Kellogg's study later inspired novelist Karen Joy Fowler to write We Are All Completely Beside Ourselves, a fictional account of a similar experiment also set at Indiana University. The book was published in 2013.

==Florida State University==
In 1950, Kellogg left Indiana University for Florida State University. While it marked the end of his research on conditioning in dogs, it also marked the beginning of an entirely new focus of research. Kellogg would shift his attention to the study of bottle-nosed dolphins, an area of interest that would fill up the next 13 years. At Florida State, Kellogg was given the opportunity to shape the psychology program. He built an exceptional psychology doctoral program by revamping current the undergraduate and master's programs. Additionally he acquired funds from the National Science Foundation (NSF) to build the psychology research building, aided in recruiting faculty, and pushed the growth of the psychology department. His time at Florida State would be dedicated to the study of bottlenose dolphins, driven by his curiosity about how they were able to navigate.

===Bottlenose dolphins===
Kellogg worked closely with Robert Kohler at Florida State's marine laboratory between 1952 and 1956. It was with Kohler Kellogg would decide to carry out a project investigating whether dolphins use sonar:
I got involved with Dr. Kellogg of psychology...One day we went out on his sailboat, and we were just sailing along - he had a beautiful little sailboat - just sailing along and here come the porpoises right up by the bow riding the bow wave... He was looking at those things. This guy had more sense under his fingernails than I have in my head, you know. He was really a sharp nail. He looked at the porpoises, and he looked at the water, and we passed a stake or something in the water...And he'd say, "Bob, how do they keep from running into these stakes? Or for that matter, from running into the boats." And, just joking, I said, "Maybe they have sonar." I knew that bats had sonar, and so did he...Kellogg decided by gosh he was going to find out, so he started working on the porpoise problem.

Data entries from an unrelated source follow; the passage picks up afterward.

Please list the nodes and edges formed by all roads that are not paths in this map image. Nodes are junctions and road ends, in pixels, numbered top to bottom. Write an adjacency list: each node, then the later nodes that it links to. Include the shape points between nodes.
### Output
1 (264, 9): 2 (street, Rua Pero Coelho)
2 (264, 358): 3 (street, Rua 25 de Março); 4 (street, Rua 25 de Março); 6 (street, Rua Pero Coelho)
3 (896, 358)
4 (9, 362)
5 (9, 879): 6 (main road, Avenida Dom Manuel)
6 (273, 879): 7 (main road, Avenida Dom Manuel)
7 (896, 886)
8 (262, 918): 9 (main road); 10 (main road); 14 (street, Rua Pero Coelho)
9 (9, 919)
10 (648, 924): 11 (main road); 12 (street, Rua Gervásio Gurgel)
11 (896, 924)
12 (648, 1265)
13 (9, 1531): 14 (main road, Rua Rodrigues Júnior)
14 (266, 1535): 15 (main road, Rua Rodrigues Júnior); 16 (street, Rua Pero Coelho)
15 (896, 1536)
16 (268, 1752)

Characteristic of Kellogg, he did so through experiments and careful observations. "The first two papers from the "Porpoise and Sonar" project were published in Science in 1952 and 1953, with Kohler as a co-author."

Two of the main questions with regard to bottle-nose navigation were whether bottlenose dolphins produce sounds serving as sonar signals and whether they decode the echoes bouncing back. To find the answers to these questions, a one-of-a-kind dolphin pool was created off of the Gulf of Mexico coast and two dolphins were obtained. He discovered they do produce "rapidly repeated clicking noises and bird-like whistles". In addition, via the dolphin's ear structure and related neuroanatomy in conjunction with the upper limit of the dolphin's hearing convinced Kellogg that they do decode the echoes.

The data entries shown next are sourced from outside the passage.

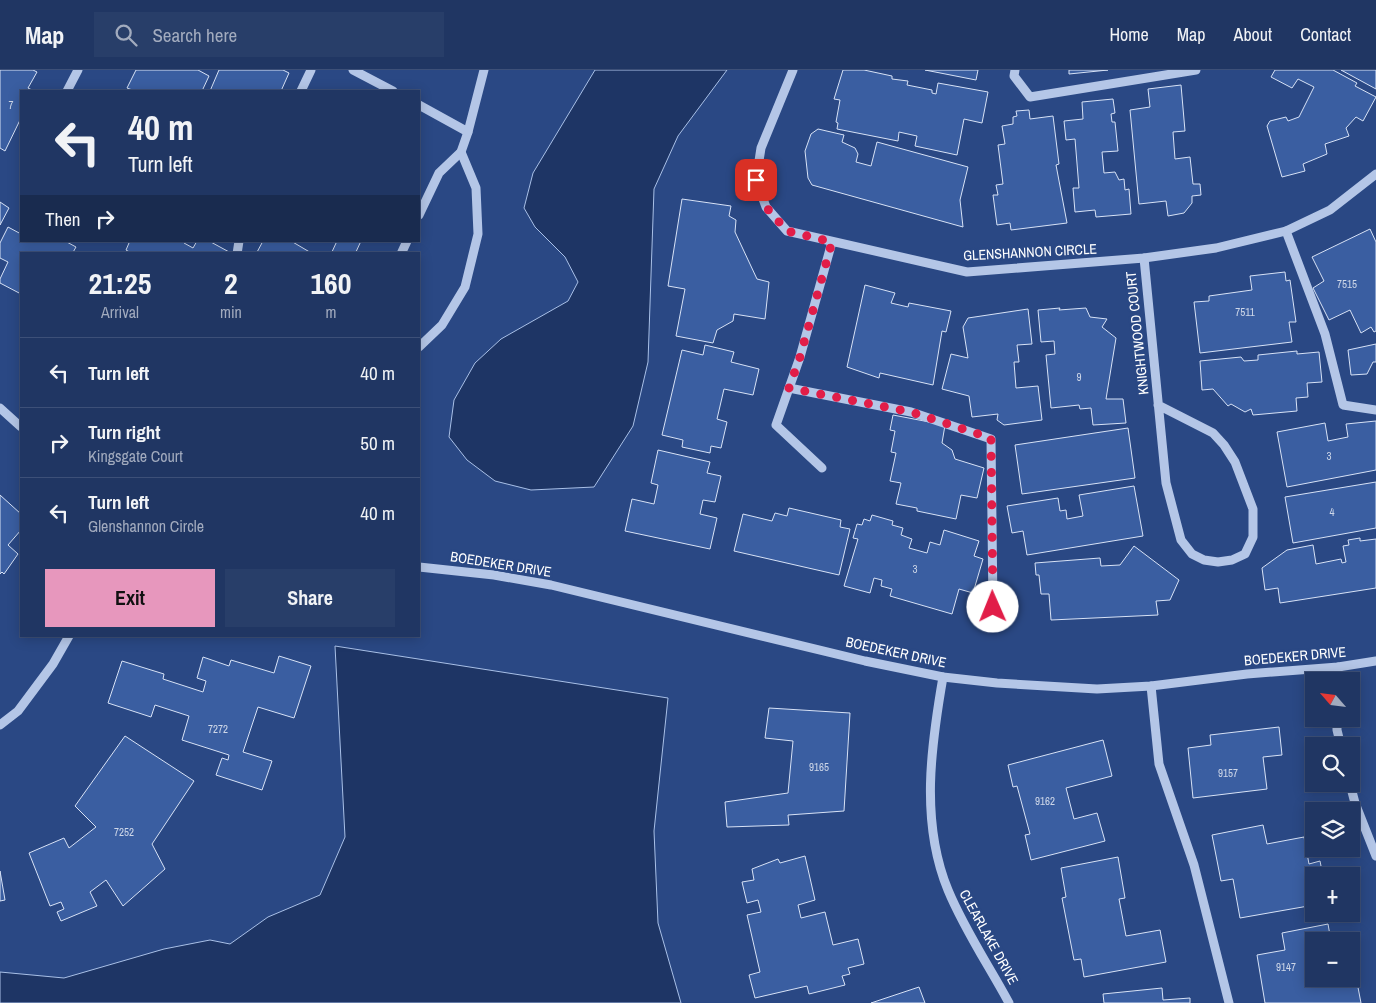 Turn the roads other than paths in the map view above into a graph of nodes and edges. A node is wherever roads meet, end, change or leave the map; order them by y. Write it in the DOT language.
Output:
graph roads {
  1 [pos="78,70"];
  2 [pos="312,70"];
  3 [pos="353,70"];
  4 [pos="484,70"];
  5 [pos="793,70"];
  6 [pos="1015,70"];
  7 [pos="1196,70"];
  8 [pos="68,90"];
  9 [pos="302,90"];
  10 [pos="391,90"];
  11 [pos="420,106"];
  12 [pos="468,132"];
  13 [pos="461,152"];
  14 [pos="1376,176"];
  15 [pos="420,213"];
  16 [pos="1286,232"];
  17 [pos="832,242"];
  18 [pos="1144,258"];
  19 [pos="420,346"];
  20 [pos="789,388"];
  21 [pos="1158,404"];
  22 [pos="1376,410"];
  23 [pos="3,411"];
  24 [pos="0,422"];
  25 [pos="20,426"];
  26 [pos="822,468"];
  27 [pos="420,567"];
  28 [pos="993,607"];
  29 [pos="68,637"];
  30 [pos="1376,661"];
  31 [pos="1338,666"];
  32 [pos="1338,672"];
  33 [pos="943,677"];
  34 [pos="1151,686"];
  35 [pos="0,725"];
  36 [pos="1352,792"];
  37 [pos="1376,856"];
  38 [pos="1010,1003"];
  39 [pos="1229,1003"];
  1 -- 8 [label="street"];
  2 -- 9 [label="street"];
  3 -- 10 [label="street"];
  4 -- 12 [label="street"];
  5 -- 17 [label="street, GLENSHANNON CIRCLE"];
  6 -- 7 [label="street"];
  11 -- 12 [label="street"];
  12 -- 13 [label="street"];
  13 -- 15 [label="street"];
  13 -- 19 [label="street"];
  14 -- 16 [label="street, GLENSHANNON CIRCLE"];
  16 -- 18 [label="street, GLENSHANNON CIRCLE"];
  16 -- 22 [label="street"];
  17 -- 18 [label="street, GLENSHANNON CIRCLE"];
  17 -- 20 [label="street"];
  18 -- 21 [label="street, KNIGHTWOOD COURT"];
  20 -- 26 [label="street"];
  20 -- 28 [label="street"];
  21 -- 21 [label="street, KNIGHTWOOD COURT"];
  23 -- 24 [label="street"];
  23 -- 25 [label="street"];
  27 -- 33 [label="street, BOEDEKER DRIVE"];
  29 -- 35 [label="street"];
  30 -- 31 [label="street, BOEDEKER DRIVE"];
  31 -- 32 [label="street"];
  31 -- 34 [label="street, BOEDEKER DRIVE"];
  33 -- 34 [label="street, BOEDEKER DRIVE"];
  33 -- 38 [label="street, CLEARLAKE DRIVE"];
  34 -- 39 [label="street"];
  36 -- 37 [label="street"];
}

The Porpoise and Sonar (1961) project was not only important in finding that porpoises made sounds, but that the findings were seen as having "a bearing on national defense, as a means of improving Navy sonar for echo ranging of the porpoise is superior in many respects to the best that man has yet been able to develop …"

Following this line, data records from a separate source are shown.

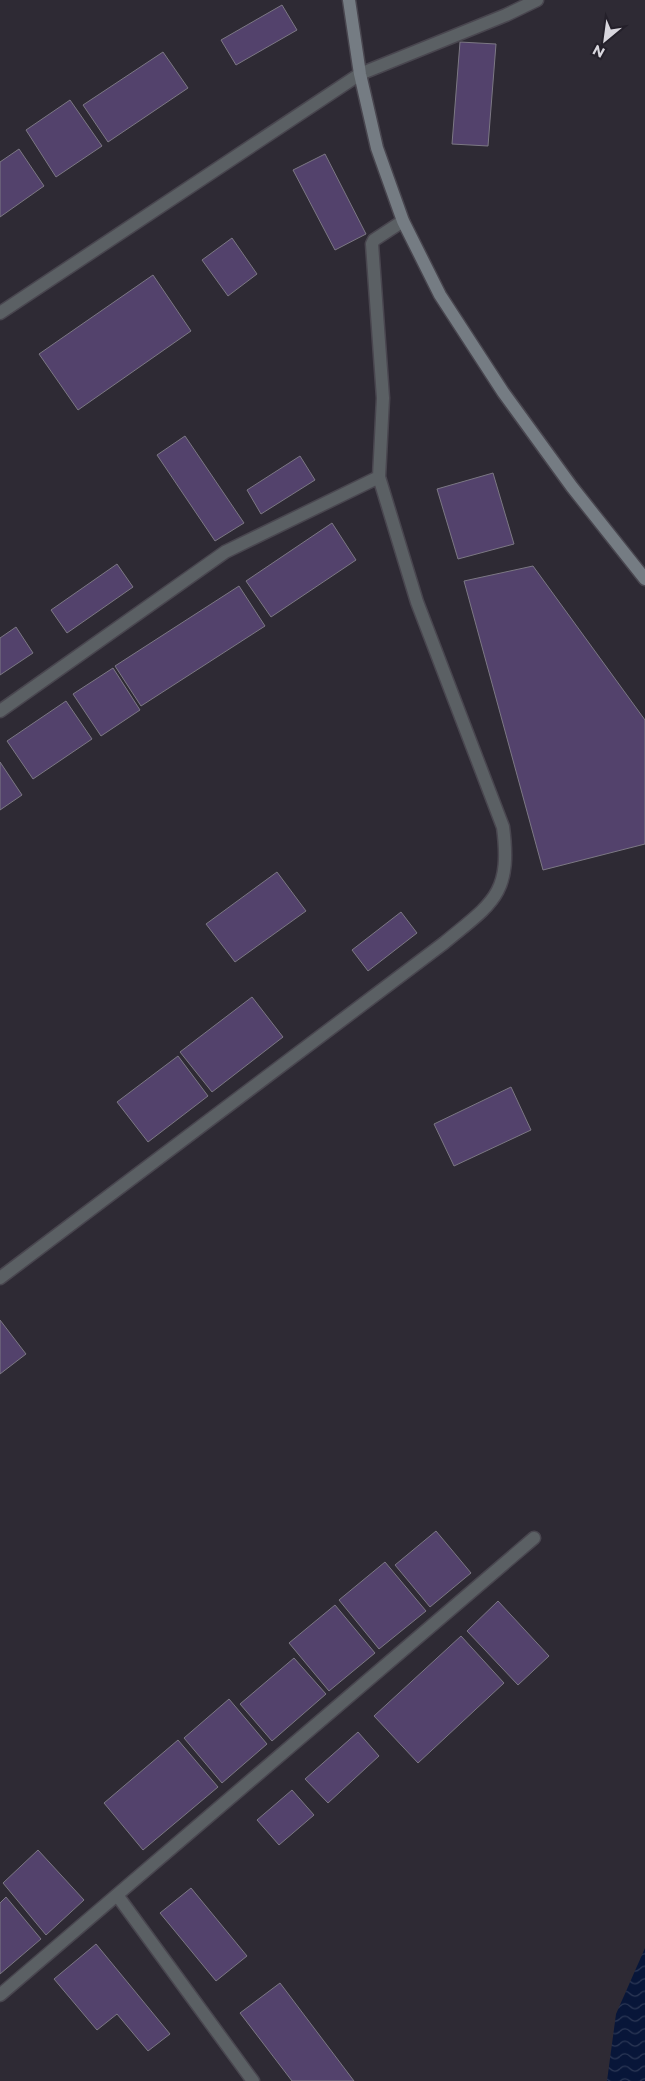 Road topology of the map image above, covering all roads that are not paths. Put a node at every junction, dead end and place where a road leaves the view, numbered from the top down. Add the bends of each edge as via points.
1 (349, 0) edge
2 (537, 0) edge
3 (360, 74) junction
4 (402, 221) junction
5 (0, 313) edge
6 (380, 478) junction
7 (645, 579) edge
8 (0, 711) edge
9 (0, 1278) edge
10 (534, 1538) dead end
11 (117, 1895) junction
12 (0, 1995) edge
13 (253, 2081) edge

1 - 3 main road
2 - 3 street
3 - 4 main road via 377,148
3 - 5 street
4 - 6 street via 372,244 383,398
4 - 7 main road via 440,295 503,392
6 - 8 street via 224,552
6 - 9 street via 417,602 503,828 506,860 501,887 486,907 444,943
10 - 11 street
11 - 12 street
11 - 13 street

Kellogg went beyond purely navigational questions. He tested the discriminative capacity of the dolphins using a choice-discrimination task. The dolphin, named Paddy, quickly learned to go directly to the spot where the larger fish was located. Kellogg concluded that Paddy was discriminating size via echolocation. With typical Kellogg scientific rigor, he conducted additional experiments to support this conclusion and to rule out "possible involvement of other sense modalities". To rule out vision, Paddy was presented with fish at each location but one was behind clear glass. If the dolphin was using vision, it would have swum toward the obstructed fish. In 202 test trials, Paddy committed zero errors and got faster from trial to trial, suggesting the use of echolocation.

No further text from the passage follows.